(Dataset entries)

········

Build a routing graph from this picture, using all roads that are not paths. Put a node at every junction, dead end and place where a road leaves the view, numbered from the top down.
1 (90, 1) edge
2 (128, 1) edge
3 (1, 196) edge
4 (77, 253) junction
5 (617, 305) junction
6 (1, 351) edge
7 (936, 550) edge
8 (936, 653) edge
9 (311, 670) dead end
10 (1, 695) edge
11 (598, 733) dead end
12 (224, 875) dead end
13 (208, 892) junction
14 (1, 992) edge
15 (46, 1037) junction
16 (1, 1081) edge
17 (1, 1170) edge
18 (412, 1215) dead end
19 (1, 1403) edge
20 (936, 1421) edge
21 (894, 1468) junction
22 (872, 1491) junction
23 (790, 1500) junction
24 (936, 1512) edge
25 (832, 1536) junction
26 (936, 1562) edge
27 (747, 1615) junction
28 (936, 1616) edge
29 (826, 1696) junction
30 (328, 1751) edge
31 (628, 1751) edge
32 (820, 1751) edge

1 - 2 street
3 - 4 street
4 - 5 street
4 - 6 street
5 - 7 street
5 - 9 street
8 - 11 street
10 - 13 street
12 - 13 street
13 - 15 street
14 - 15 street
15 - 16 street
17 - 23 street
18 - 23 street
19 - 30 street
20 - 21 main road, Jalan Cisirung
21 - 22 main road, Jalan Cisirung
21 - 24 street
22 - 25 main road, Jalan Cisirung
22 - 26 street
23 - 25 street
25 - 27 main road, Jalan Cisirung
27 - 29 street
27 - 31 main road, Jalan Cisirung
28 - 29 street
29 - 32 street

········

▶ **What needs to be done**: Output every entry again, exactly as given.

▶ **Result**:
Build a routing graph from this picture, using all roads that are not paths. Put a node at every junction, dead end and place where a road leaves the view, numbered from the top down.
1 (90, 1) edge
2 (128, 1) edge
3 (1, 196) edge
4 (77, 253) junction
5 (617, 305) junction
6 (1, 351) edge
7 (936, 550) edge
8 (936, 653) edge
9 (311, 670) dead end
10 (1, 695) edge
11 (598, 733) dead end
12 (224, 875) dead end
13 (208, 892) junction
14 (1, 992) edge
15 (46, 1037) junction
16 (1, 1081) edge
17 (1, 1170) edge
18 (412, 1215) dead end
19 (1, 1403) edge
20 (936, 1421) edge
21 (894, 1468) junction
22 (872, 1491) junction
23 (790, 1500) junction
24 (936, 1512) edge
25 (832, 1536) junction
26 (936, 1562) edge
27 (747, 1615) junction
28 (936, 1616) edge
29 (826, 1696) junction
30 (328, 1751) edge
31 (628, 1751) edge
32 (820, 1751) edge

1 - 2 street
3 - 4 street
4 - 5 street
4 - 6 street
5 - 7 street
5 - 9 street
8 - 11 street
10 - 13 street
12 - 13 street
13 - 15 street
14 - 15 street
15 - 16 street
17 - 23 street
18 - 23 street
19 - 30 street
20 - 21 main road, Jalan Cisirung
21 - 22 main road, Jalan Cisirung
21 - 24 street
22 - 25 main road, Jalan Cisirung
22 - 26 street
23 - 25 street
25 - 27 main road, Jalan Cisirung
27 - 29 street
27 - 31 main road, Jalan Cisirung
28 - 29 street
29 - 32 street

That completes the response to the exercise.